Groceries useful to have on hand during Omicron outbreak

For people wanting to prepare in case they need to self-isolate, NZ Nutrition CEO Sarah Hanrahan suggests buying frozen and canned veggies, and topping them up with fresh ones.
For people wanting to prepare in case they need to self-isolate, NZ Nutrition CEO Sarah Hanrahan suggests buying frozen and canned veggies, and topping them up with fresh ones. Photo credit: Getty Images.

Frozen veggies are among the top grocery items people could buy during the Omicron outbreak to help get them through a period of self-isolation, a nutrition expert says.

It comes as New Zealand enters day one of the 'red' setting under the 'traffic light system', after nine cases were confirmed as the COVID-19 Omicron variant over the weekend. People who test positive, including their close contacts, are required to self-isolate for 14 days. Those who are feeling unwell can nominate someone else to do their shopping, or shop online using contactless delivery.

To help people plan how they would get through to their next shopping day, Newshub asked NZ Nutrition CEO Sarah Hanrahan for cost-effective ideas on what to buy.

Hanrahan's top tip is to keep a couple of bags of frozen veggies in the freezer, as they're a cost-effective way to increase daily vegetable intake.

"Don't be afraid to use frozen vegetables…they're often a really affordable way to up the number of veggies you can get," Hanrahan says.

Frozen veggies can be used as a base, along with longer-lasting, seasonal veggies, (e.g. potatoes, carrots, cabbage and onions).

She suggests topping them up with fresh veggies from the supermarket (or fruit and veggie shop).

"You can be confident that by using the longer-lasting vegetables [and] frozen vegetables as a base, you're still getting some vegetables while you're waiting for your shopping day," Hanrahan adds.
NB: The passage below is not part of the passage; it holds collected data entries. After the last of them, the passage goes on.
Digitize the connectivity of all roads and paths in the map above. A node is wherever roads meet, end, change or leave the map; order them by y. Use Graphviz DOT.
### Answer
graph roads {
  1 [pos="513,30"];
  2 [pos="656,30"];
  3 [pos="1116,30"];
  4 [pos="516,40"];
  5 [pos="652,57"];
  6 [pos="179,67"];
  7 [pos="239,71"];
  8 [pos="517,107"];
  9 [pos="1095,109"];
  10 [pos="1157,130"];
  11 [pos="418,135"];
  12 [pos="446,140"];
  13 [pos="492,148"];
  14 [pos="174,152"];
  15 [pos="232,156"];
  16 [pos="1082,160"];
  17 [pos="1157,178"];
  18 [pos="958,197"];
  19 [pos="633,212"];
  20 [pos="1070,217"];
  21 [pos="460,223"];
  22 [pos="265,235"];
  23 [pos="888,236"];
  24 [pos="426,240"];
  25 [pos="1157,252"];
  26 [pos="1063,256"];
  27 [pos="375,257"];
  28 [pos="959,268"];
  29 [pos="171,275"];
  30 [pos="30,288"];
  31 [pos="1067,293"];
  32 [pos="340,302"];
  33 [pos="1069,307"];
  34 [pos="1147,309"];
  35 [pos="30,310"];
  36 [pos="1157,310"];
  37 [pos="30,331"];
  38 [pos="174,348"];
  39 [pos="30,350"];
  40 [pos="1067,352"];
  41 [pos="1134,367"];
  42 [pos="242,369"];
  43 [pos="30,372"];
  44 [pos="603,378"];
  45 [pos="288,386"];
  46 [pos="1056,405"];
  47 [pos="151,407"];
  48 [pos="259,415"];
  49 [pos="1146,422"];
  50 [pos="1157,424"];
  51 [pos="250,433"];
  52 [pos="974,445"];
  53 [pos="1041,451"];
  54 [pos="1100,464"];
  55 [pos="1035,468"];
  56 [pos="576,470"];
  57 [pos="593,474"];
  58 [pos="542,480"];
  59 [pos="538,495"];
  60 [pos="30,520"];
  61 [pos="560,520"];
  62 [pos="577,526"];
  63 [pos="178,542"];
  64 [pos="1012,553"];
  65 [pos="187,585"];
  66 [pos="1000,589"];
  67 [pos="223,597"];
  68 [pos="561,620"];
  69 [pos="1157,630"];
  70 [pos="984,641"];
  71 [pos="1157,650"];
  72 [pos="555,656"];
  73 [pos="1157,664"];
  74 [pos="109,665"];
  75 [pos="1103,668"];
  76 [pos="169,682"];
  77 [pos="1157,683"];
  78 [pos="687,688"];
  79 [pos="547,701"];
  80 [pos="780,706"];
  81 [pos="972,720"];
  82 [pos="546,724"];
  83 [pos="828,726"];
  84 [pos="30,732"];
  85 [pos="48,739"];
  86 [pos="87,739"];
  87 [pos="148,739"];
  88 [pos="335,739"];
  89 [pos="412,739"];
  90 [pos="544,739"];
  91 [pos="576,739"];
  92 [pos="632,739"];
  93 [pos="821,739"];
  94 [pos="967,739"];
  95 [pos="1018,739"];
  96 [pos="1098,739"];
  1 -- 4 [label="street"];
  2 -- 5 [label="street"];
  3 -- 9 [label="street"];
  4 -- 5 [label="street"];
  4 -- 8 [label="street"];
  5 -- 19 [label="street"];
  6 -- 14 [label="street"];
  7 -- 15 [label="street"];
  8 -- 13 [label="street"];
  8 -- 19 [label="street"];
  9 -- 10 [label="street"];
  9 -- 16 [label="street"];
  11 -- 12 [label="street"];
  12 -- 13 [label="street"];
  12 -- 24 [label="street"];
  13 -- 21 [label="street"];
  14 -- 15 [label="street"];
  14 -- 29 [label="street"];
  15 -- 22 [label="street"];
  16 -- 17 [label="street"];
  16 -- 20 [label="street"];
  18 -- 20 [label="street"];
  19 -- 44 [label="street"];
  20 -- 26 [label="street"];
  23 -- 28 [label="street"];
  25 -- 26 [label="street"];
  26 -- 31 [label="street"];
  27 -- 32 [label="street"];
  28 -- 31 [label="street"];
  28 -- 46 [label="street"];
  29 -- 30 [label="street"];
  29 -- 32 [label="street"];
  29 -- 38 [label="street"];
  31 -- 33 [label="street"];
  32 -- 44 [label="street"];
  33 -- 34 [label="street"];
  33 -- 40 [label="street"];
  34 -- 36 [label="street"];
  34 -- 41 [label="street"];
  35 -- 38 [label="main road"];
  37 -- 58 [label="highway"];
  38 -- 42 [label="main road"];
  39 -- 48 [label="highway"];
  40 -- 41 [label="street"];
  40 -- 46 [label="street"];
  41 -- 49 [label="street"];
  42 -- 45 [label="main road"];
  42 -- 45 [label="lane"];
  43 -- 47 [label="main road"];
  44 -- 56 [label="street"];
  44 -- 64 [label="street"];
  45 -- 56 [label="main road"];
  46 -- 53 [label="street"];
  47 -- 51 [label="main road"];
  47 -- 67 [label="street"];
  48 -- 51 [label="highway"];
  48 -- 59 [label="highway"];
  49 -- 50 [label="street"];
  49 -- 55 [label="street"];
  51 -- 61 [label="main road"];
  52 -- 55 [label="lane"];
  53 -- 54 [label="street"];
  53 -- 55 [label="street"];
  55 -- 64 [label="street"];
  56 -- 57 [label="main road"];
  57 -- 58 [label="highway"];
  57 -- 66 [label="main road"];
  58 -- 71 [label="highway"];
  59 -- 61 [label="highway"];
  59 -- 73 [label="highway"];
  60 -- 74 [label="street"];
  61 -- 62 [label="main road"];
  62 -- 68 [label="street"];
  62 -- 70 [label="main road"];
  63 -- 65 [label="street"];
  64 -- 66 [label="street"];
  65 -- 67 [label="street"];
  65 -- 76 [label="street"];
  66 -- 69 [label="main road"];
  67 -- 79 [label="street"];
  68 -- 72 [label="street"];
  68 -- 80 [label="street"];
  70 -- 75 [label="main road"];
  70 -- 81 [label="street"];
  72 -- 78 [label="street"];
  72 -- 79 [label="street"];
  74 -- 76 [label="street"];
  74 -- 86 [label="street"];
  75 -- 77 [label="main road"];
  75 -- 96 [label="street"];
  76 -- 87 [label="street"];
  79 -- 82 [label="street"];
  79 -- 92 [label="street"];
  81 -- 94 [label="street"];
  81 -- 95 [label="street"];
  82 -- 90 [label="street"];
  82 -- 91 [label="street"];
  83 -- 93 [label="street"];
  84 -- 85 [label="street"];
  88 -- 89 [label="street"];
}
Canned vegetables, such as corn and beetroot, are another option.  Along with eggs, they can be used in a frittata (or to make veggie fritters), and to bulk out meals. 

As fresh milk has a limited shelf life, having a bag of milk powder is also useful. Meat eaters could buy meat on special and freeze it, defrosting it overnight in the fridge.

And people could also include a few treats on the shopping list, to help them get through if they find themselves stuck at home.

"Something that's within your budget and you really enjoy," Hanrahan adds.

Rather than ready-to-eat meals and those with a shorter shelf life, members of the Cheaper Ways Facebook group suggest buying staples like rice, noodles, pasta, oats, UHT long-life milk, beans and other tinned foods, and freezing some left over meals now.

Although there are global supply chain issues during COVID-19, Countdown director of corporate affairs, safety and sustainability, Kiri Hannifin told Newshub on Monday stores don't currently have any limits in place.

"We absolutely appreciate that Kiwis are keen to make sure they have what they need, especially if they have to isolate at home for several days," Hannifin said.

"Provided people are not stockpiling and only picking up a couple of extras in their shop, there will continue to be plenty available for everyone."

Foodstuffs NZ corporate affairs manager Emma Wooster reminds people to shop normally.  Depending on demand, stores "may place limits on certain items".

"All specials, if they are available, will continue to stay in place," Wooster said.

It's also useful to check other household supplies, such as tissues, hand sanitiser, rubbish bags, cleaning products and medicines. To help people be prepared to self-isolate, the Ministry of Health has put together a 'COVID-19 Readiness Checklist'.